Hamilton Herald Masthead

Editorial


Front Page - Friday, January 25, 2013

Children’s library launched at Juvenile Court




Each day Hamilton County Juvenile Court is in session, young children, sometimes numbering in the dozens, spend untold hours in the lobby. Their stories are varied: Some are there because a sibling will be appearing before a judge, and their mother or father was unable to arrange for daycare. Others are present to testify in cases of abuse. Whatever their reasons for being in the building, their experiences are rarely positive, and their unbounded energy can make the lobby a noisy cacophony.

This has the potential to change with the launch of a children’s library in the lobby of the courthouse. Children up to and including teens will be able to select one or more books from among about 500 currently on the shelves and read, or be read to, while they wait. In some cases, they’ll even be able to check out the books, allowing them to take everything from “I Knew An Old Lady” to a young adult version of Homer’s “Iliad” and “ Odyssey” home.

Launching the library was a joint volunteer effort of Juvenile Court Judge Suzanne Bailey, the Young Lawyer’s Division of the Chattanooga Bar Association, the Young Lawyer’s Division of the Tennessee Bar Association Green Form Construction, CASA (Court Appointed Special Advocate), and others.

The idea, says Judge Bailey, who for years has wanted a children’s library at the courthouse, was not to just relieve the lobby of congestion and noise but also to spark in children an interest in learning to read.

“We have children come through the detention center who have been out of school for a long time, and when we test them, we’re amazed at how many are functionally illiterate,” Judge Bailey says. “So, if we don’t reach out to these children at the first possible opportunity, we might miss out on a chance to engage a child who might want to become part of an educational process.”

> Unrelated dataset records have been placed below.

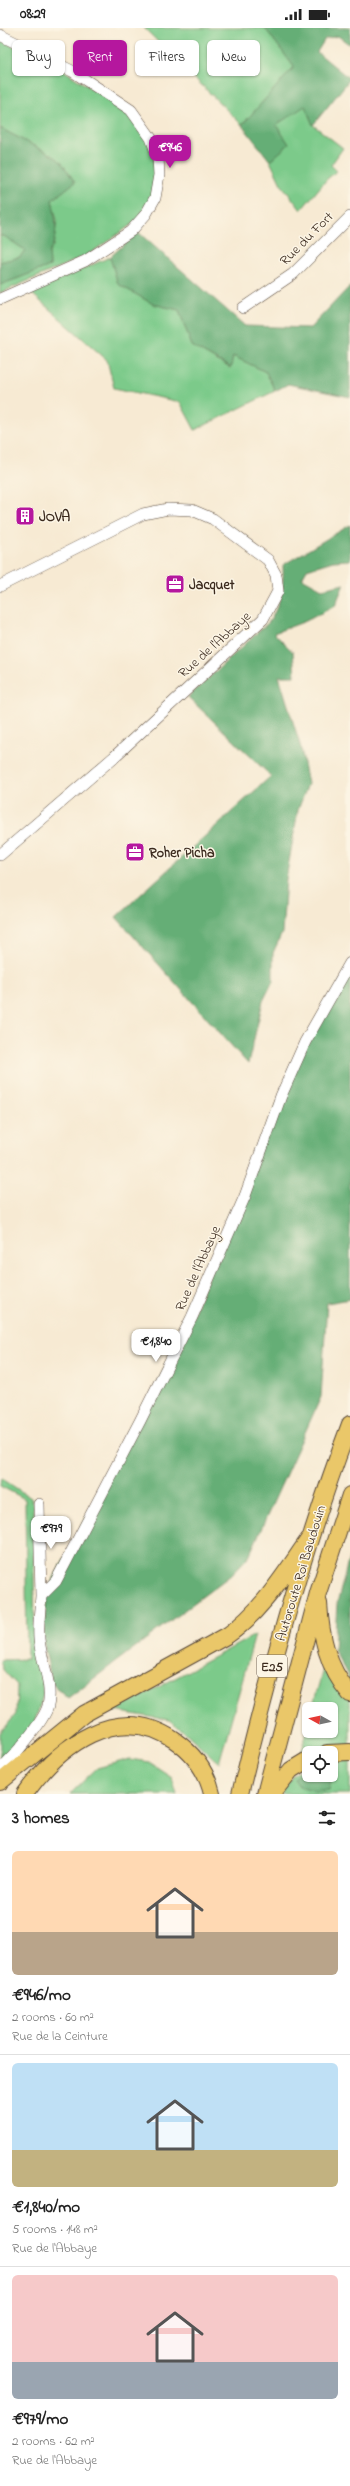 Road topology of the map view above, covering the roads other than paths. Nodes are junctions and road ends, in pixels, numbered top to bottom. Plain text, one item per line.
1 (0, 35) edge
2 (350, 217) edge
3 (0, 299) edge
4 (243, 308) dead end
5 (0, 586) edge
6 (0, 855) edge
7 (350, 963) edge
8 (350, 1424) edge
9 (350, 1495) edge
10 (39, 1504) dead end
11 (309, 1539) junction
12 (318, 1593) junction
13 (41, 1596) junction
14 (350, 1694) edge
15 (47, 1743) junction
16 (350, 1752) edge
17 (338, 1753) edge
18 (302, 1763) edge
19 (52, 1764) junction
20 (0, 1770) edge
21 (0, 1782) edge
22 (1, 1794) edge
23 (25, 1794) edge
24 (35, 1794) edge
25 (212, 1794) edge
26 (240, 1794) edge
27 (265, 1794) edge
28 (272, 1794) edge

1 - 3 street
2 - 4 street, Rue du Fort
5 - 6 street, Rue de l'Abbaye
7 - 13 street, Rue de l'Abbaye
8 - 11 highway, Autoroute Roi Baudouin / E25
9 - 12 highway, Autoroute Roi Baudouin / E25
10 - 13 street
11 - 15 highway
11 - 26 highway, Autoroute Roi Baudouin / E25
12 - 14 highway
12 - 27 highway, Autoroute Roi Baudouin / E25
13 - 20 street
15 - 21 highway
15 - 22 highway
16 - 17 highway
18 - 28 highway
19 - 23 highway
19 - 24 highway
19 - 25 highway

Denise Black, CASA coordinator, which provides volunteer advocates for children who have been abused or neglected, says she hopes the library will make kids more comfortable while they’re at the courthouse and give them something positive to take away from the experience.

The library is tucked into a cozy space near the front of the lobby, with red and blue bookshelves forming a border that separates the reading area from the rest of the entrance hall. A small table and a set of tiny chairs rests on thick, spongy tiles that are locked together like puzzle pieces to form a cheerful patchwork of primary colors, with each tile sporting a bright yellow letter “A” or a vivid green number “1.”

Among the books are about 100 selections donated by the United Way of Greater Chattanooga, which receives books from Dolly Parton’s Imagination Library that fail to reach the intended recipients. Parton’s Imagination library provides pre-school children and their families with a specially selected book each month.

The library is designed to catch the eyes of young ones, while the books are meant to engage their minds. Judge Bailey is thrilled.

“I’ve wanted this for years. But no one was able to provide it until this group of volunteers came along. I love it,” she says.